音楽という面から考えると、やはりニール・ヤングは外せません。CSN&Yの全員が天才と言われていますが、「Y」つまりニール・ヤングは特に「鬼才」とも評されていました。
彼のソロ4作目。前作「アフター・ザ・ゴールド・ラッシュ」のような閉塞感、絶望感の歌から、この4作目「ハーベスト」は、前向きな曲調が増えています。
まさに、苦難を乗り越えたあとの「収穫(ハーベスト)」を感じます。
俺はこれが彼の最高作だと思っています。だいたいの人はデビュー作が一番の出来なのですが、彼は4作目にピークをもってきた。そのへんも並みのミュージシャンとは格が違う。

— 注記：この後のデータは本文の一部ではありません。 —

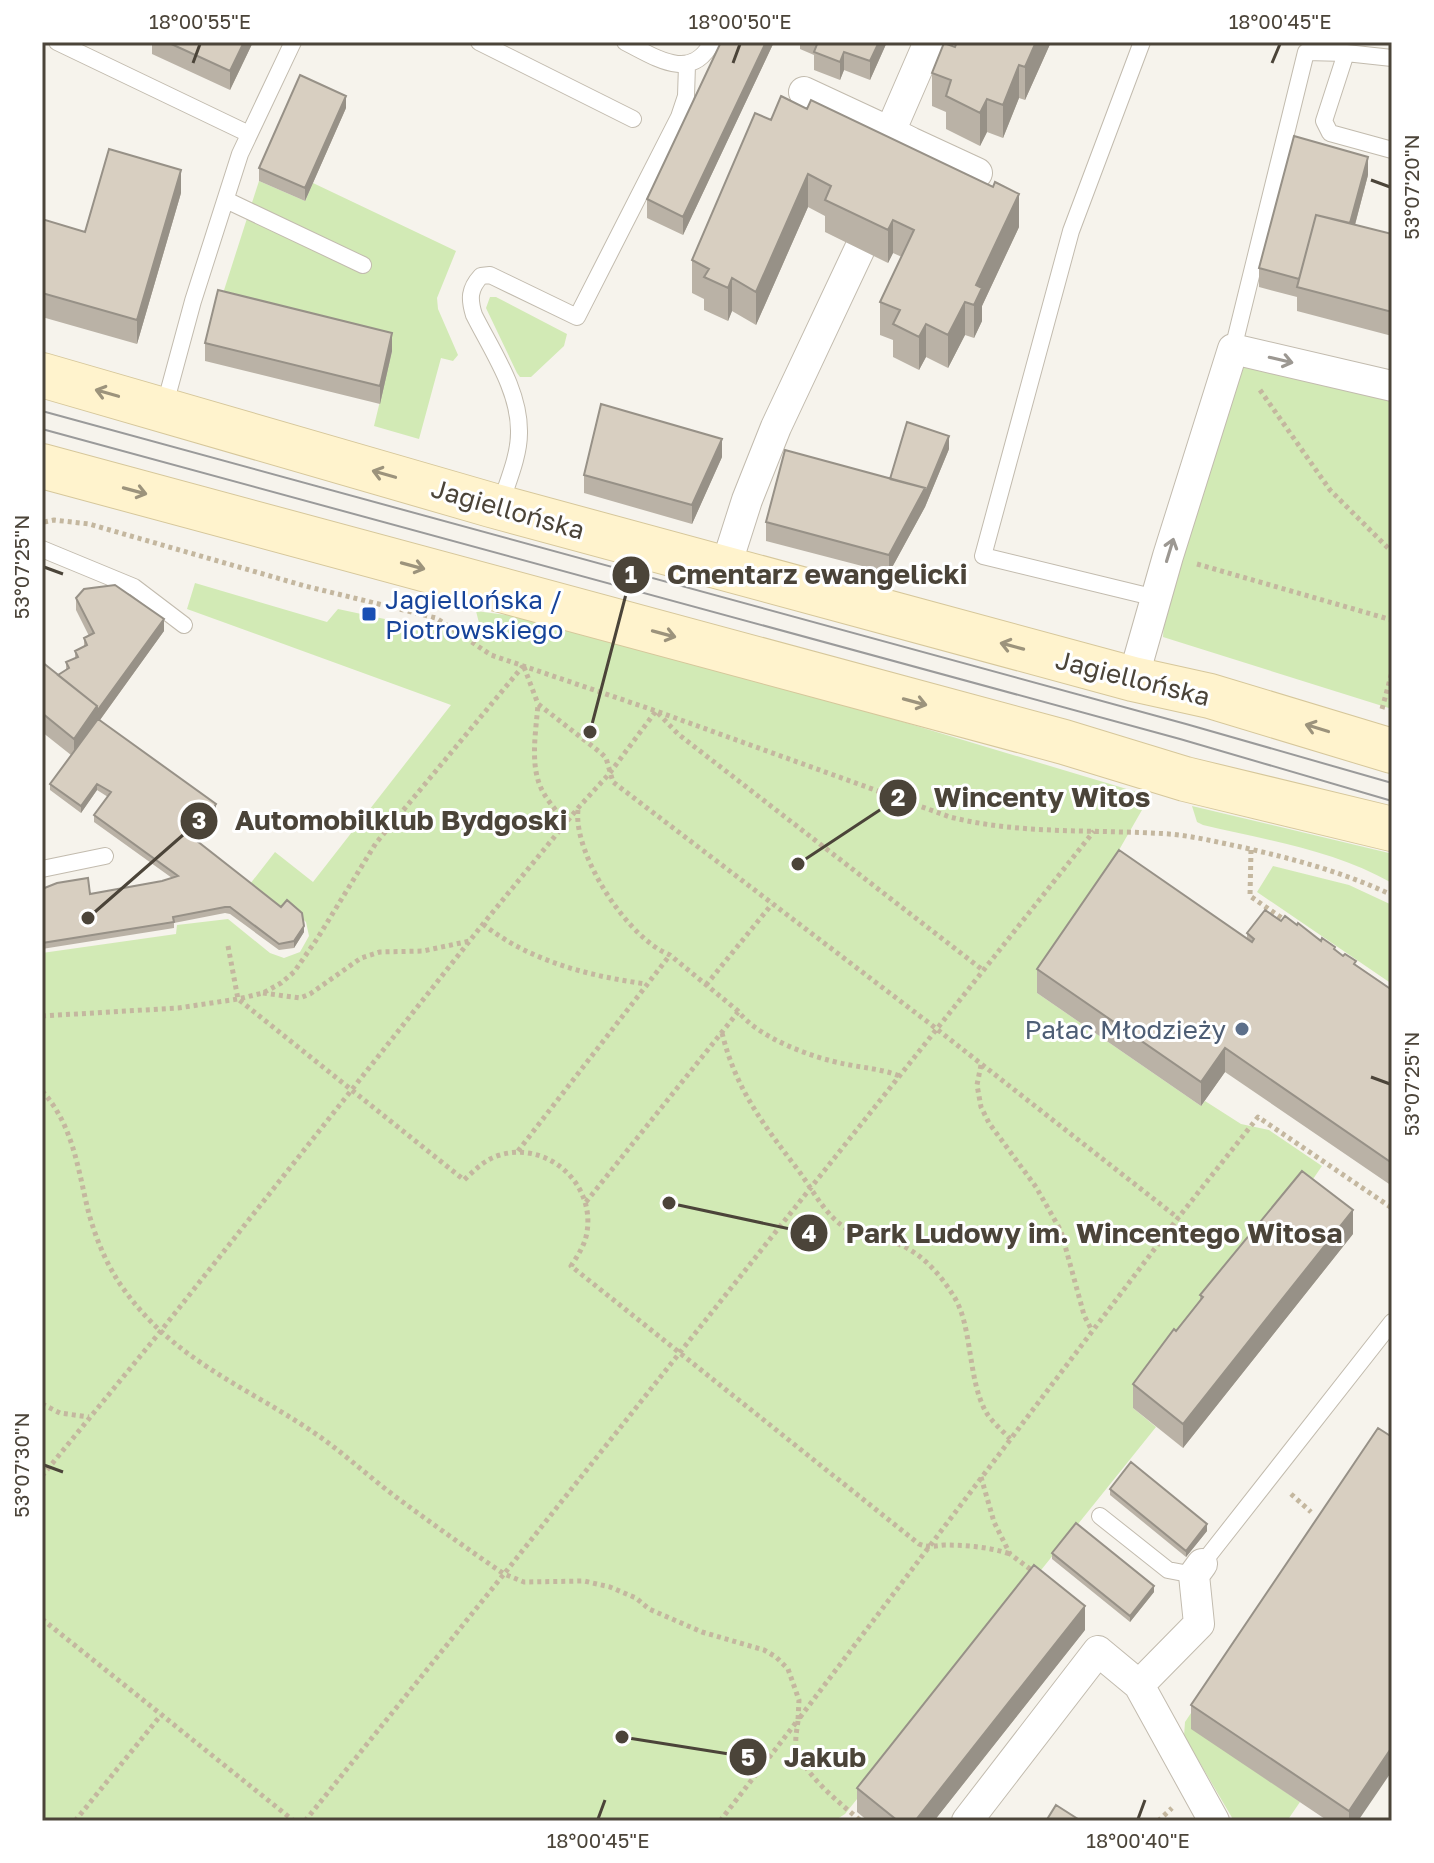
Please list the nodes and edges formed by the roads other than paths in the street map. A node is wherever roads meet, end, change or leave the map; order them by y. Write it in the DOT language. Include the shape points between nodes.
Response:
graph roads {
  1 [pos="57,42"];
  2 [pos="293,42"];
  3 [pos="479,42"];
  4 [pos="625,42"];
  5 [pos="712,42"];
  6 [pos="929,42"];
  7 [pos="1142,42"];
  8 [pos="1346,53"];
  9 [pos="1392,58"];
  10 [pos="687,65"];
  11 [pos="804,92"];
  12 [pos="633,119"];
  13 [pos="249,134"];
  14 [pos="900,137"];
  15 [pos="1392,150"];
  16 [pos="977,173"];
  17 [pos="226,200"];
  18 [pos="363,265"];
  19 [pos="1233,349"];
  20 [pos="42,375"];
  21 [pos="1392,386"];
  22 [pos="164,410"];
  23 [pos="48,471"];
  24 [pos="500,507"];
  25 [pos="42,549"];
  26 [pos="725,569"];
  27 [pos="1156,598"];
  28 [pos="184,625"];
  29 [pos="1133,679"];
  30 [pos="1386,734"];
  31 [pos="1387,829"];
  32 [pos="105,856"];
  33 [pos="42,869"];
  34 [pos="1392,1322"];
  35 [pos="1100,1516"];
  36 [pos="1198,1570"];
  37 [pos="1139,1685"];
  38 [pos="967,1821"];
  39 [pos="1214,1821"];
  1 -- 13 [label="lane"];
  2 -- 13 [label="lane"];
  3 -- 12 [label="lane"];
  4 -- 10 [label="lane" via="670,64"];
  5 -- 10 [label="lane" via="706,53"];
  6 -- 14 [label="street"];
  7 -- 27 [label="lane" via="1071,231 983,556"];
  8 -- 9 [label="lane"];
  8 -- 15 [label="lane" via="1324,121 1330,133"];
  8 -- 19 [label="lane" via="1306,52"];
  10 -- 24 [label="lane" via="679,117 577,317 490,275 472,286 474,315 516,399 519,417"];
  11 -- 14 [label="street"];
  13 -- 17 [label="lane"];
  14 -- 16 [label="street"];
  14 -- 26 [label="street" via="776,427"];
  17 -- 18 [label="lane"];
  17 -- 22 [label="lane"];
  19 -- 21 [label="street, one-way"];
  27 -- 19 [label="street, one-way"];
  22 -- 20 [label="main road, Jagiellońska, one-way"];
  24 -- 22 [label="main road, Jagiellońska, one-way"];
  23 -- 31 [label="main road, one-way"];
  24 -- 26 [label="main road, Jagiellońska"];
  25 -- 28 [label="lane" via="134,587"];
  29 -- 26 [label="main road, Jagiellońska, one-way"];
  27 -- 29 [label="street"];
  30 -- 29 [label="main road, Jagiellońska, one-way"];
  32 -- 33 [label="lane"];
  34 -- 36 [label="lane"];
  35 -- 36 [label="lane" via="1168,1570"];
  36 -- 37 [label="street" via="1199,1624"];
  37 -- 38 [label="street" via="1098,1651"];
  37 -- 39 [label="street"];
}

収録された曲の多くが、後のアーティストにもカバーされた名曲ぞろい。たくさんの影響を与えたはずです。
ただ、おれが一番好きなのは、さほど評価されていないB面3曲目の「アラバマ」です。
名作映画「アラバマ物語」(原作小説のタイトルは「モッキンバードを殺すには?」)でも題材にされていますが、アラバマ州は苛烈な人種差別が横行していた地域。
N・ヤングは唱っている。
「アラバマ、呪わしい計画をもった愚か者 肩に重荷を背負って背骨を折ってしまった 君のキャデラックは片輪が溝に落ちてしまった アラバマ、何をしているんだ ほかの州はもう君を助けてはくれないのに」
最後に「ホワッツ・ゴーイン・ロング」(何が悪い方向に向かってしまった原因なんだろう。つまり、なんでこんなことになったんだろう)と終わる。
家柄しかない強権首相の顔色ばかりを伺っている「不自由民主党」の国会議員のみなさんに、今こそ聴いてもらいたい歌だ。

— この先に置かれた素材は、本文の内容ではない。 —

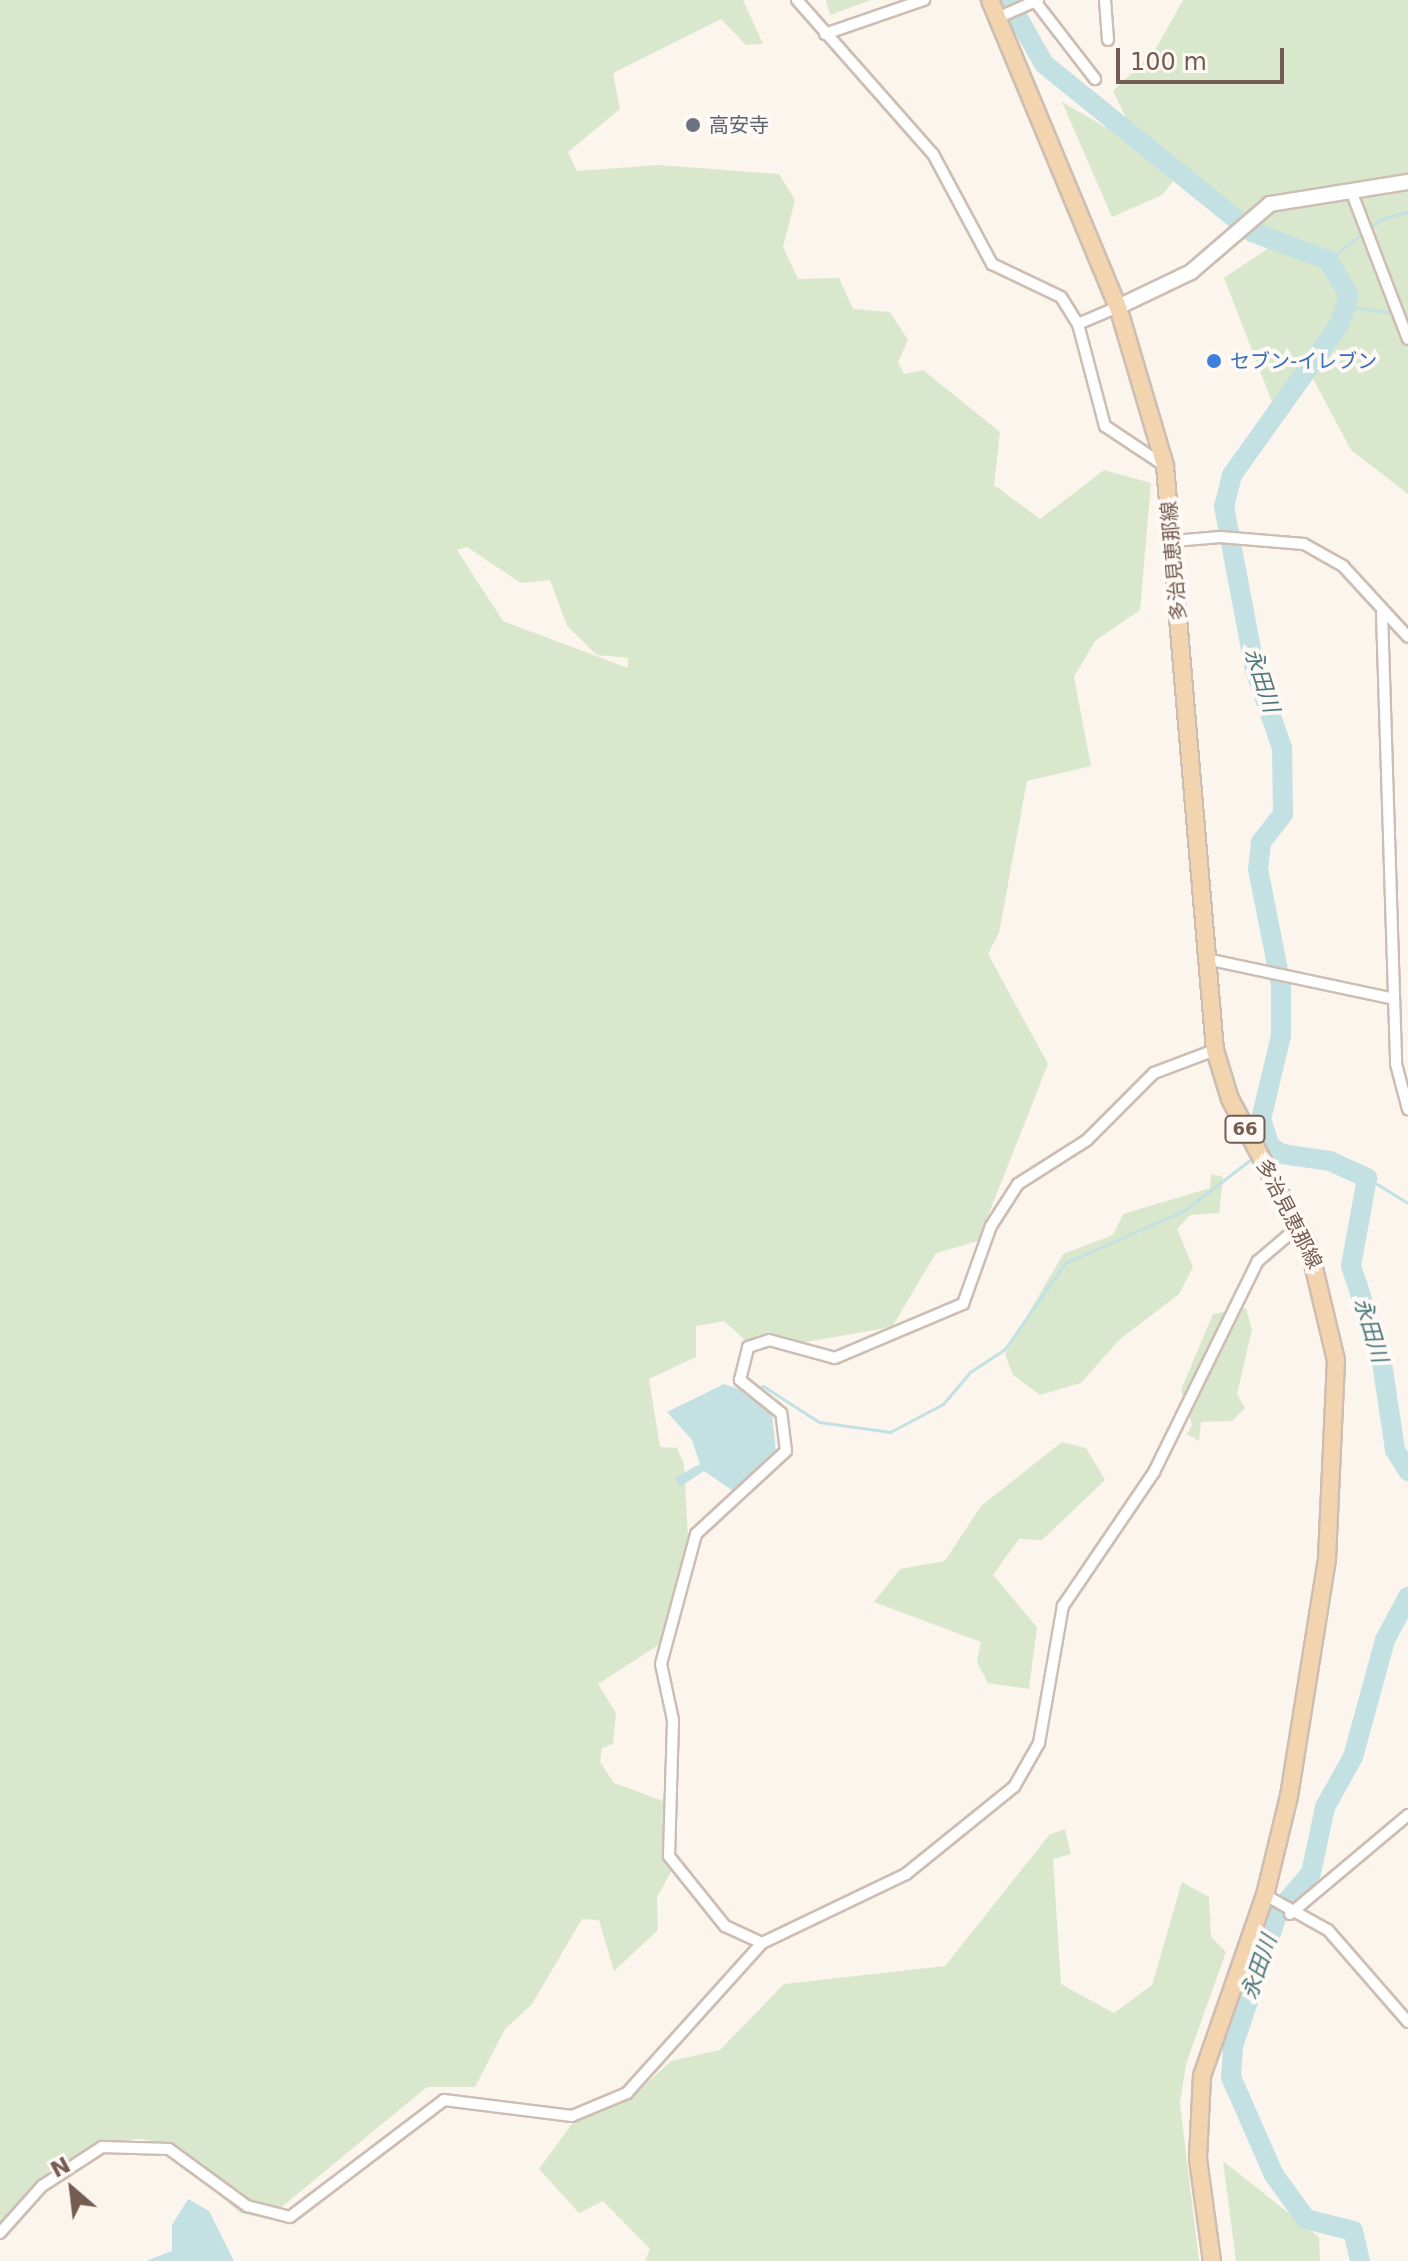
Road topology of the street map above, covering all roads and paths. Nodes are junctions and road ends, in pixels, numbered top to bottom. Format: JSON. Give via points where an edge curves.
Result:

「アラバマ」。今の日本よりはるかに権力をもつ者が報道機関をも抑え込んでいた暗黒のアメリカ社会で、ここまで突き詰めて考えていた歌手は、すごいと思う。マーチン・ルーサー・キング、モハメド・アリとともにすごい人だと思う。
この歌に反意を示して、次の年、レーナード・スキナードが「スイートホーム・アラバマ」を発表する。「俺の古里をグダグダ言うな」と。

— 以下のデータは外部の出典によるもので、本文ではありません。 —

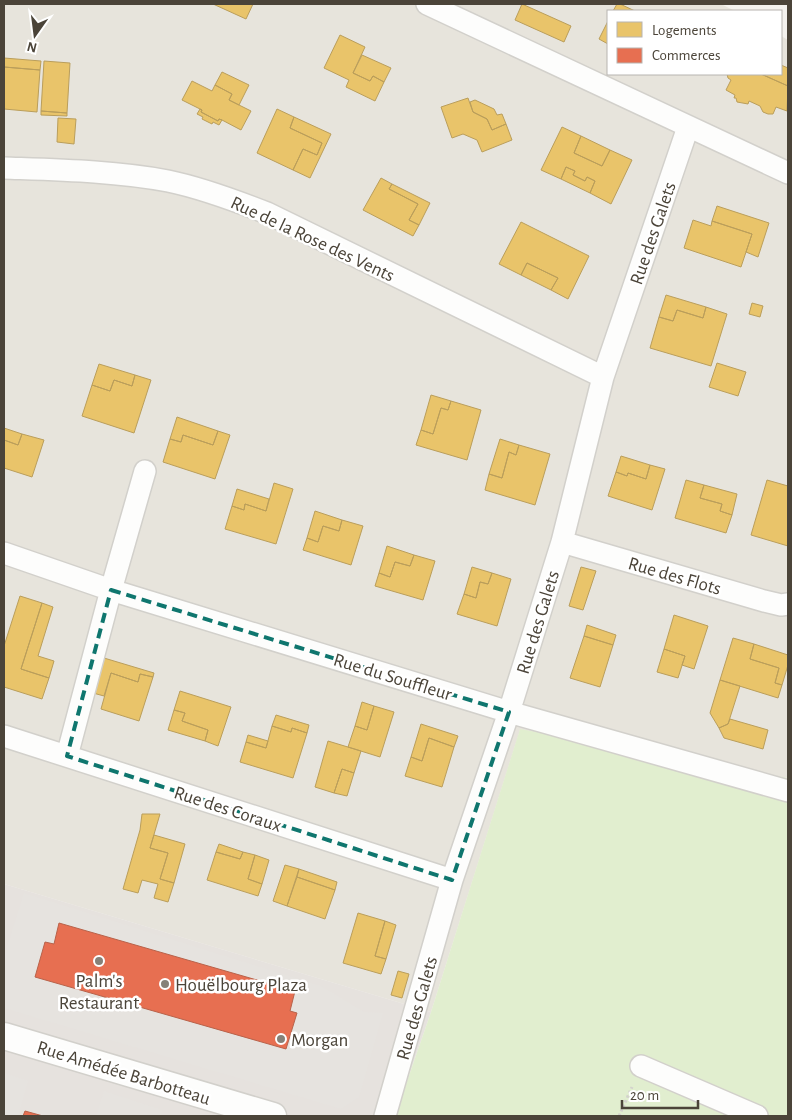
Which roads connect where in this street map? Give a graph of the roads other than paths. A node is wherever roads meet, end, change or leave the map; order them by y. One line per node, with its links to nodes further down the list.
1 (427, 4): 2 (street)
2 (688, 127): 4 (street); 5 (street, Rue des Galets)
3 (4, 168): 5 (street, Rue de la Rose des Vents)
4 (788, 173)
5 (603, 377): 7 (street, Rue des Galets)
6 (145, 471): 9 (street)
7 (562, 542): 10 (street, Rue des Flots); 11 (street, Rue des Galets)
8 (4, 553): 9 (street, Rue du Souffleur)
9 (111, 590): 11 (street, Rue du Souffleur); 13 (street)
10 (788, 604)
11 (509, 712): 14 (street, Rue du Souffleur); 15 (street, Rue des Galets)
12 (4, 736): 13 (street, Rue des Coraux)
13 (67, 756): 15 (street, Rue des Coraux)
14 (787, 790)
15 (452, 880): 19 (street, Rue des Galets)
16 (4, 1036): 18 (street, Rue Amédée Barbotteau)
17 (641, 1066): 20 (street)
18 (273, 1116)
19 (385, 1116)
20 (757, 1116)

南部出身の同じ高校の卒業生でつくったバンドで、バンド名は高校の大嫌いだった体育教師の名前らしい。
しかし、意識してなんだろう。曲調が明るい。言葉も方言。いわゆる「南部弁」で「あんたの意見には反対だけど、けんかする気はないよ」って明るく歌っている。
この頃、発表するアルバムの中にミュージシャン同士の意見交換もあった。
やっぱり、話し合わないとね。「言葉」をもっているんだから、人間は。
ニール・ヤングは、メロディーもいいけど、まず、歌詞に注視してもらいたいですね。